I am NOT ashamed, nor do I feel guilty for choosing a path outside of Scientology… for living a life that is good and kind and healthy. The ONLY guilt I feel is that of NOT taking our mother with us when I left…we had no idea what was to become of her, or know that she’d never be the same again. THIS is the biggest regret of my life and it breaks my heart every day knowing we were ROBBED of my mothers loving caring and innocent spirit at the hands of long term malpractice in Scientology.
Scientology double crossed our mother. They promised her in exchange for her money, her time, her loyalty, her devotion, her children, they would help her become the best that she could be, they promised to help her to help herself to attain all her goals, to flourish, and prosper and to achieve mental health.
When she did not achieve ANY of these thing despite her full time devotion for 20 years, and achieving OT VII, and along the way disconnecting from her entire family who were not devoted enough, suffering through 4 failed marriages and leaving 4 fiances for not being devoted enough, and living hand to mouth the entire time, no medical insurance, no retirement, no car insurance but barely enough to eat and clothe herself and keep a roof over her head so EVERY PENNY and EVERY MOMENT could be investing in Scientology, she fell apart, she broke, she became psychotic, she believed SHE was evil, SHE was a FAILURE, SHE was the enemy….and Scientology abandoned her without a second thought..and so did all of her Scientology “friends”. She was left to suffer alone and became homeless, and shoe-less and incoherent.
THIS is how Scientology helps children and families…this is their REAL agenda for mankind. chew them up and spit them out.
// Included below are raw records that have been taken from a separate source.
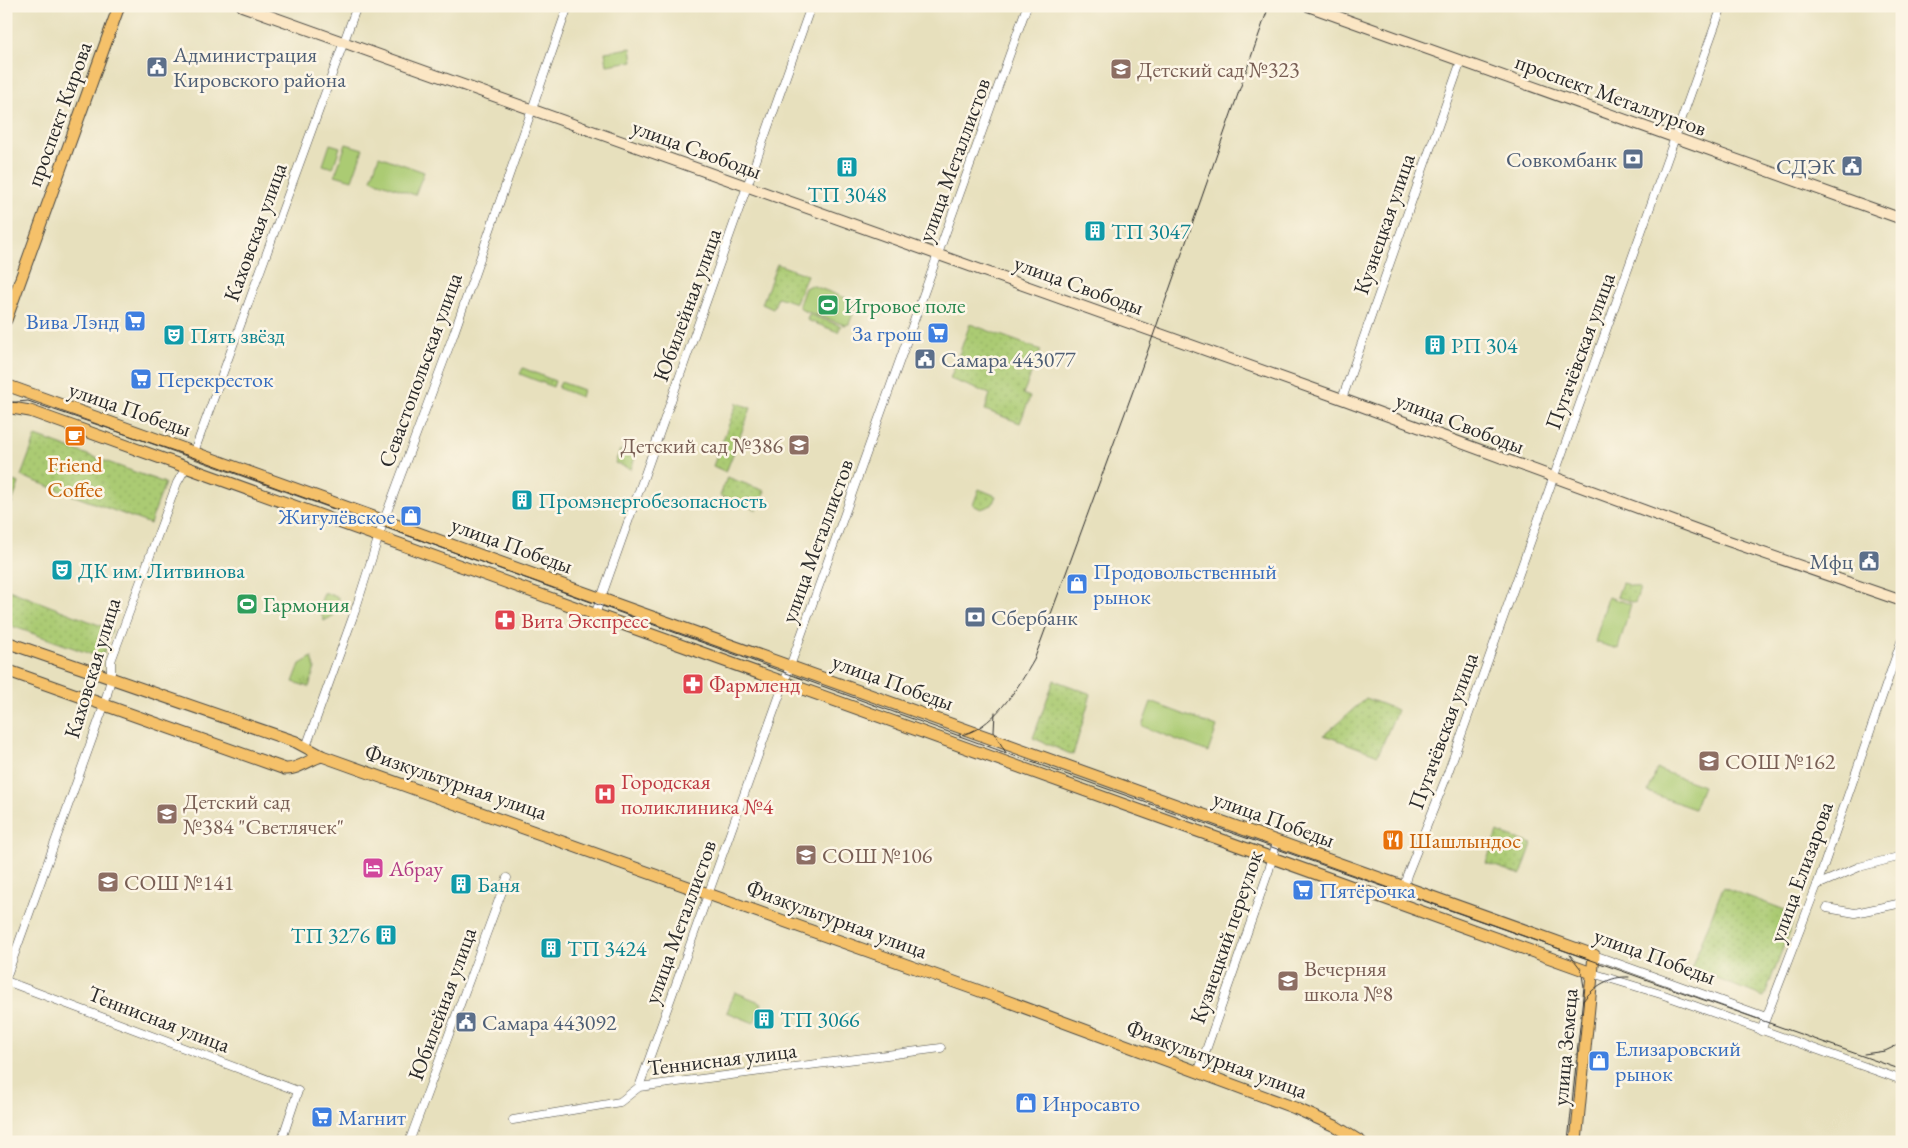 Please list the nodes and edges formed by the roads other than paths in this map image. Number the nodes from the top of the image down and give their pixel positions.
1 (119, 6) edge
2 (242, 6) edge
3 (357, 6) edge
4 (568, 6) edge
5 (811, 6) edge
6 (1027, 6) edge
7 (1308, 6) edge
8 (1722, 6) edge
9 (345, 43) junction
10 (1461, 61) junction
11 (532, 110) junction
12 (1675, 138) junction
13 (748, 187) junction
14 (1902, 219) edge
15 (938, 255) junction
16 (6, 320) edge
17 (6, 385) edge
18 (1342, 399) junction
19 (6, 407) edge
20 (194, 452) junction
21 (186, 467) junction
22 (1553, 478) junction
23 (384, 520) junction
24 (379, 536) junction
25 (600, 598) junction
26 (1902, 601) edge
27 (595, 615) junction
28 (1902, 639) edge
29 (6, 642) edge
30 (790, 666) junction
31 (6, 670) edge
32 (111, 679) junction
33 (785, 682) junction
34 (104, 706) junction
35 (301, 744) junction
36 (322, 756) junction
37 (300, 765) junction
38 (1277, 841) junction
39 (1902, 856) edge
40 (1273, 858) junction
41 (507, 878) dead end
42 (1817, 884) junction
43 (1405, 887) junction
44 (709, 894) junction
45 (1902, 903) edge
46 (1400, 904) junction
47 (1826, 908) dead end
48 (1594, 955) junction
49 (1592, 973) junction
50 (6, 978) edge
51 (6, 982) edge
52 (1766, 1017) junction
53 (1761, 1031) junction
54 (941, 1048) dead end
55 (1198, 1073) junction
56 (1902, 1080) edge
57 (639, 1087) junction
58 (513, 1120) dead end
59 (281, 1142) edge
60 (409, 1142) edge
61 (1361, 1142) edge
62 (1576, 1142) edge

1 - 16 main road, проспект Кирова
2 - 9 street, улица Свободы
3 - 9 street, Каховская улица
4 - 11 street, Севастопольская улица
5 - 13 street, Юбилейная улица
6 - 15 street, улица Металлистов
7 - 10 street, проспект Металлургов
8 - 12 street, Пугачёвская улица
9 - 11 street, улица Свободы
9 - 20 street, Каховская улица
10 - 12 street, проспект Металлургов
10 - 18 street, Кузнецкая улица
11 - 13 street, улица Свободы
11 - 23 street, Севастопольская улица
12 - 14 street, проспект Металлургов
12 - 22 street, Пугачёвская улица
13 - 15 street, улица Свободы
13 - 25 street, Юбилейная улица
15 - 18 street, улица Свободы
15 - 30 street, улица Металлистов
17 - 20 main road, улица Победы
18 - 22 street, улица Свободы
19 - 21 main road, улица Победы
20 - 21 main road, Каховская улица
20 - 23 main road, улица Победы
21 - 24 main road, улица Победы
21 - 32 street, Каховская улица
22 - 26 street, улица Свободы
22 - 43 street, Пугачёвская улица
23 - 24 street, Севастопольская улица
23 - 25 main road, улица Победы
24 - 27 main road, улица Победы
24 - 35 street, Севастопольская улица
25 - 27 street, Юбилейная улица
25 - 30 main road, улица Победы
27 - 33 main road, улица Победы
28 - 42 street, улица Елизарова
29 - 32 main road, Физкультурная улица
30 - 33 street, улица Металлистов
30 - 38 main road, улица Победы
31 - 34 main road
32 - 34 street, Каховская улица
32 - 35 main road, Физкультурная улица
33 - 40 main road, улица Победы
33 - 44 street, улица Металлистов
34 - 37 main road
34 - 50 street, Каховская улица
35 - 36 main road, Физкультурная улица
35 - 37 main road
36 - 37 main road
36 - 44 main road, Физкультурная улица
38 - 40 street, Кузнецкий переулок
38 - 43 main road, улица Победы
39 - 42 street
40 - 46 main road, улица Победы
40 - 55 street, Кузнецкий переулок
41 - 60 street, Юбилейная улица
42 - 52 street, улица Елизарова
43 - 46 street, Пугачёвская улица
43 - 48 main road, улица Победы
44 - 55 main road, Физкультурная улица
44 - 57 street, улица Металлистов
45 - 47 street
46 - 49 main road, улица Победы
48 - 49 main road, улица Земеца
48 - 52 street, улица Победы
49 - 53 street, улица Победы
49 - 62 main road, улица Земеца
51 - 59 street, Теннисная улица
52 - 53 street, улица Елизарова
53 - 56 street, улица Победы
54 - 57 street, Теннисная улица
55 - 61 main road, Физкультурная улица
57 - 58 street, Теннисная улица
Nothing more.
If sharing our story does NOTHING else I hope it serves as a warning that mental health issues need to be treated with actual medical care, before it’s too late. Some at risk and compromised souls cannot handle the pressures cults put upon them, and they simply split apart into a million pieces.
I also hope that something can be done to prevent children from being allowed to become prey once their parents join cults and high control groups. Children deserve a chance at happiness, and a life that’s balanced and safe, that provides them a chance to play and learn so they they have every possible opportunity to grow up to become smart, happy, healthy adults, and future rulers.
Thank you for taking the time to read his and for doing what you can.